▶ Provided material:
^^^^
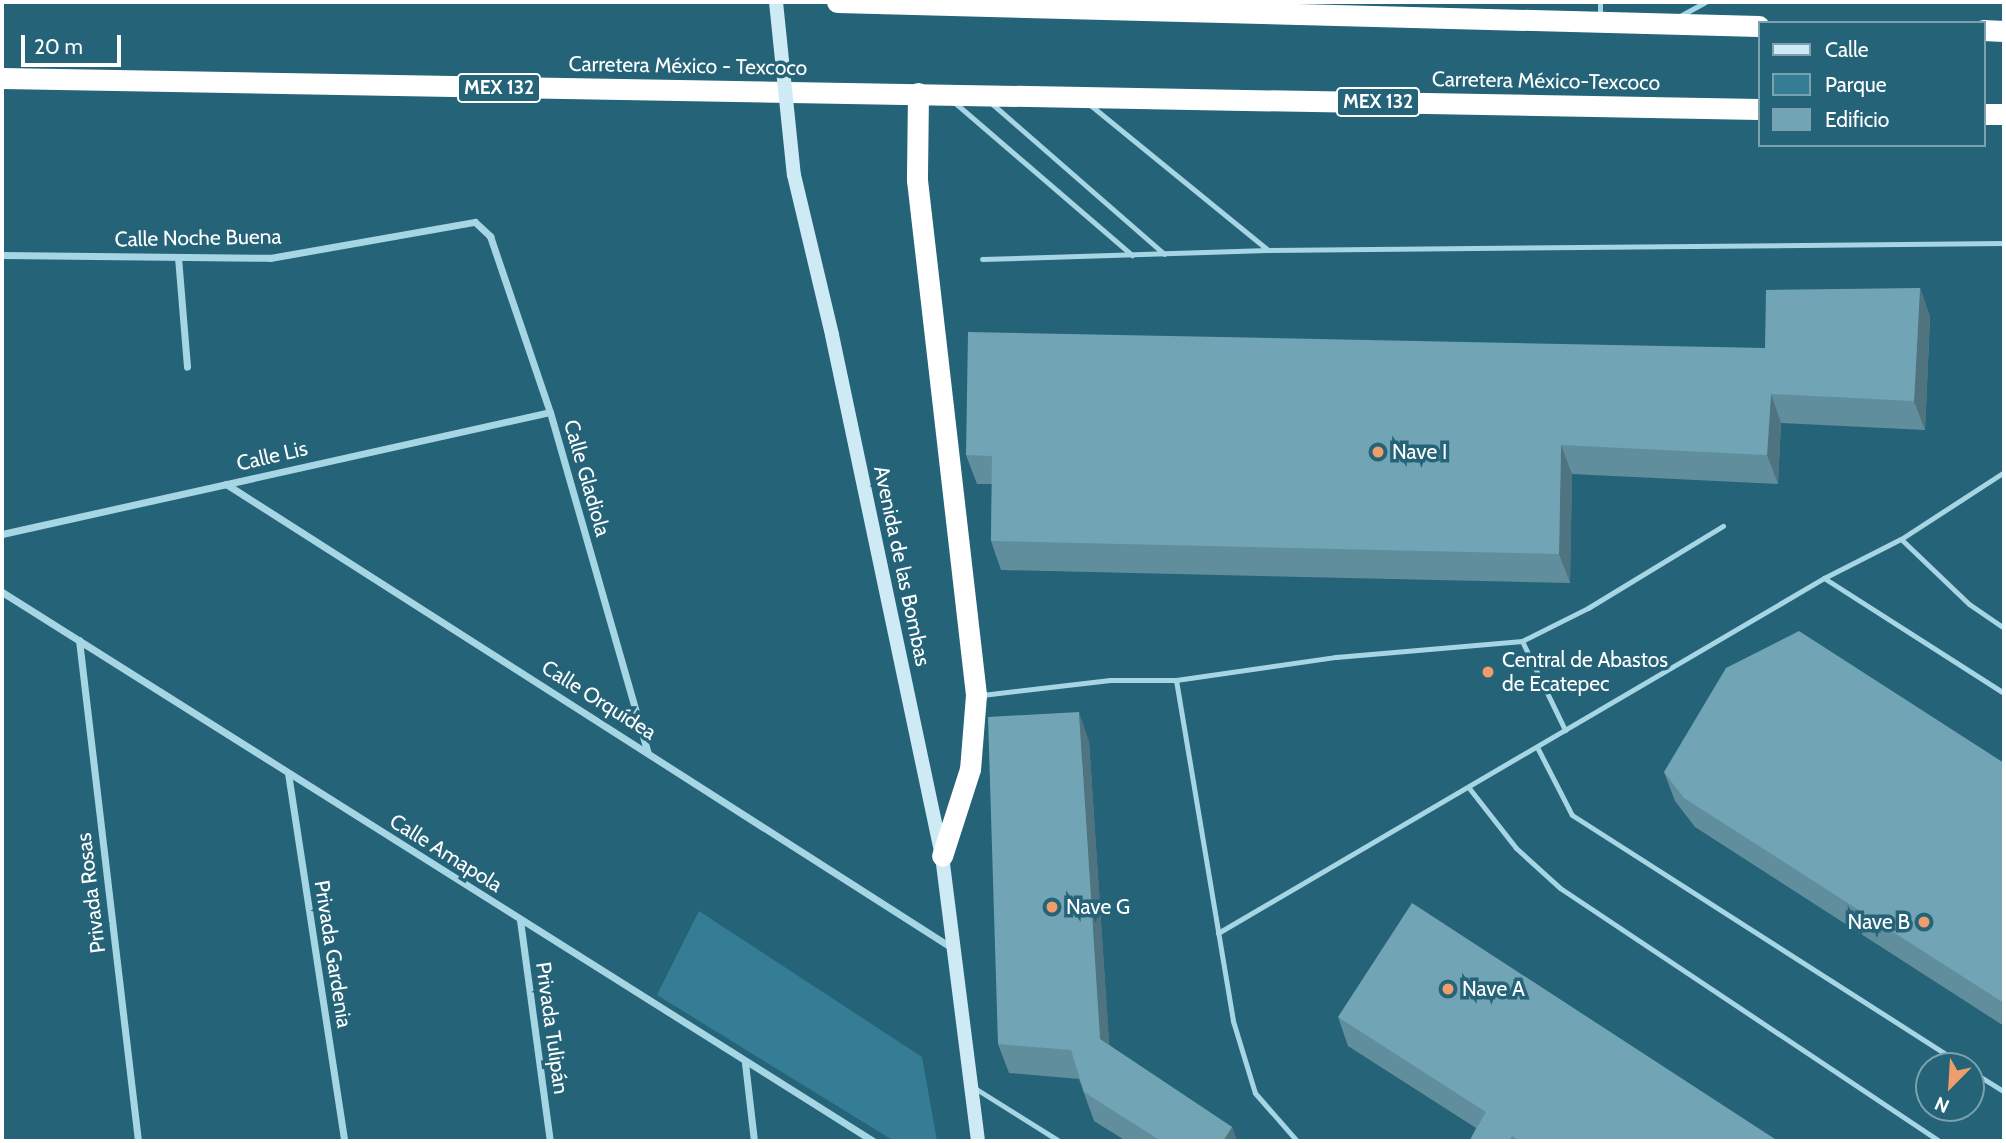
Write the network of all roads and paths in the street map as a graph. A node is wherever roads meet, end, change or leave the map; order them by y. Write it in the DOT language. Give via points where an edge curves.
graph roads {
  1 [pos="776,2"];
  2 [pos="837,2"];
  3 [pos="1705,2"];
  4 [pos="909,4"];
  5 [pos="1173,7"];
  6 [pos="1600,12"];
  7 [pos="1660,23"];
  8 [pos="1758,26"];
  9 [pos="1985,30"];
  10 [pos="2004,31"];
  11 [pos="2,78"];
  12 [pos="918,93"];
  13 [pos="944,93"];
  14 [pos="988,93"];
  15 [pos="1081,97"];
  16 [pos="1758,109"];
  17 [pos="1985,114"];
  18 [pos="2004,114"];
  19 [pos="475,222"];
  20 [pos="2004,243"];
  21 [pos="1268,250"];
  22 [pos="1164,254"];
  23 [pos="2,255"];
  24 [pos="1132,255"];
  25 [pos="178,257"];
  26 [pos="982,259"];
  27 [pos="187,367"];
  28 [pos="550,412"];
  29 [pos="2004,472"];
  30 [pos="226,484"];
  31 [pos="1723,526"];
  32 [pos="2,534"];
  33 [pos="1901,539"];
  34 [pos="1824,578"];
  35 [pos="2,592"];
  36 [pos="2004,628"];
  37 [pos="79,640"];
  38 [pos="1522,641"];
  39 [pos="1176,680"];
  40 [pos="2004,694"];
  41 [pos="976,695"];
  42 [pos="1565,730"];
  43 [pos="1537,747"];
  44 [pos="648,751"];
  45 [pos="288,773"];
  46 [pos="1469,788"];
  47 [pos="942,856"];
  48 [pos="520,920"];
  49 [pos="1218,933"];
  50 [pos="952,948"];
  51 [pos="1942,1052"];
  52 [pos="745,1063"];
  53 [pos="1985,1080"];
  54 [pos="970,1085"];
  55 [pos="2004,1093"];
  56 [pos="138,1141"];
  57 [pos="344,1141"];
  58 [pos="550,1141"];
  59 [pos="754,1141"];
  60 [pos="873,1141"];
  61 [pos="978,1141"];
  62 [pos="1059,1141"];
  63 [pos="1297,1141"];
  64 [pos="1939,1141"];
  1 -- 47 [label="main road, Avenida de las Bombas, bridge" via="794,175"];
  2 -- 4 [label="highway"];
  3 -- 7 [label="lane"];
  4 -- 5 [label="highway"];
  5 -- 6 [label="highway" via="1372,13"];
  6 -- 7 [label="highway"];
  7 -- 8 [label="highway"];
  9 -- 10 [label="highway"];
  11 -- 12 [label="highway, Carretera México - Texcoco / MEX 132"];
  12 -- 13 [label="highway, Carretera México - Texcoco / MEX 132"];
  12 -- 41 [label="highway" via="917,180"];
  13 -- 14 [label="highway, Carretera México - Texcoco / MEX 132"];
  13 -- 24 [label="lane" via="985,133"];
  14 -- 15 [label="highway, Carretera México-Texcoco / MEX 132"];
  14 -- 22 [label="lane"];
  15 -- 16 [label="highway, Carretera México-Texcoco / MEX 132"];
  15 -- 21 [label="lane"];
  17 -- 18 [label="highway"];
  19 -- 25 [label="street, Calle Noche Buena" via="270,258"];
  19 -- 28 [label="street, Calle Gladiola" via="490,236"];
  20 -- 21 [label="lane"];
  21 -- 22 [label="lane"];
  22 -- 24 [label="lane"];
  23 -- 25 [label="street, Calle Noche Buena"];
  24 -- 26 [label="lane"];
  25 -- 27 [label="street"];
  28 -- 30 [label="street, Calle Lis"];
  28 -- 44 [label="street, Calle Gladiola"];
  29 -- 33 [label="lane"];
  30 -- 32 [label="street, Calle Lis"];
  30 -- 44 [label="street, Calle Orquídea"];
  31 -- 38 [label="lane" via="1588,608"];
  33 -- 34 [label="lane"];
  33 -- 36 [label="lane" via="1969,604"];
  34 -- 40 [label="lane"];
  34 -- 42 [label="lane"];
  35 -- 37 [label="street, Calle Amapola"];
  37 -- 45 [label="street, Calle Amapola"];
  37 -- 56 [label="street, Privada Rosas"];
  38 -- 39 [label="lane" via="1336,657"];
  38 -- 42 [label="lane"];
  39 -- 41 [label="lane" via="1110,680"];
  39 -- 49 [label="lane"];
  41 -- 47 [label="highway" via="970,769"];
  42 -- 43 [label="lane"];
  43 -- 46 [label="lane"];
  43 -- 51 [label="lane" via="1572,815"];
  44 -- 50 [label="street, Calle Orquídea"];
  45 -- 48 [label="street, Calle Amapola"];
  45 -- 57 [label="street, Privada Gardenia"];
  46 -- 49 [label="lane"];
  46 -- 64 [label="lane" via="1516,848 1560,888"];
  47 -- 50 [label="main road, Avenida de las Bombas"];
  48 -- 52 [label="street, Calle Amapola"];
  48 -- 58 [label="street, Privada Tulipán"];
  49 -- 63 [label="lane" via="1223,979 1255,1093"];
  50 -- 54 [label="main road, Avenida de las Bombas"];
  52 -- 59 [label="street"];
  52 -- 60 [label="street, Calle Amapola"];
  53 -- 55 [label="lane"];
  54 -- 61 [label="main road, Avenida de las Bombas"];
  54 -- 62 [label="lane"];
}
^^^^
▶ What you need to do:
Every line above with the word "Noche" belongs in the answer, copied as written.

▶ Answer below:
  19 -- 25 [label="street, Calle Noche Buena" via="270,258"];
  23 -- 25 [label="street, Calle Noche Buena"];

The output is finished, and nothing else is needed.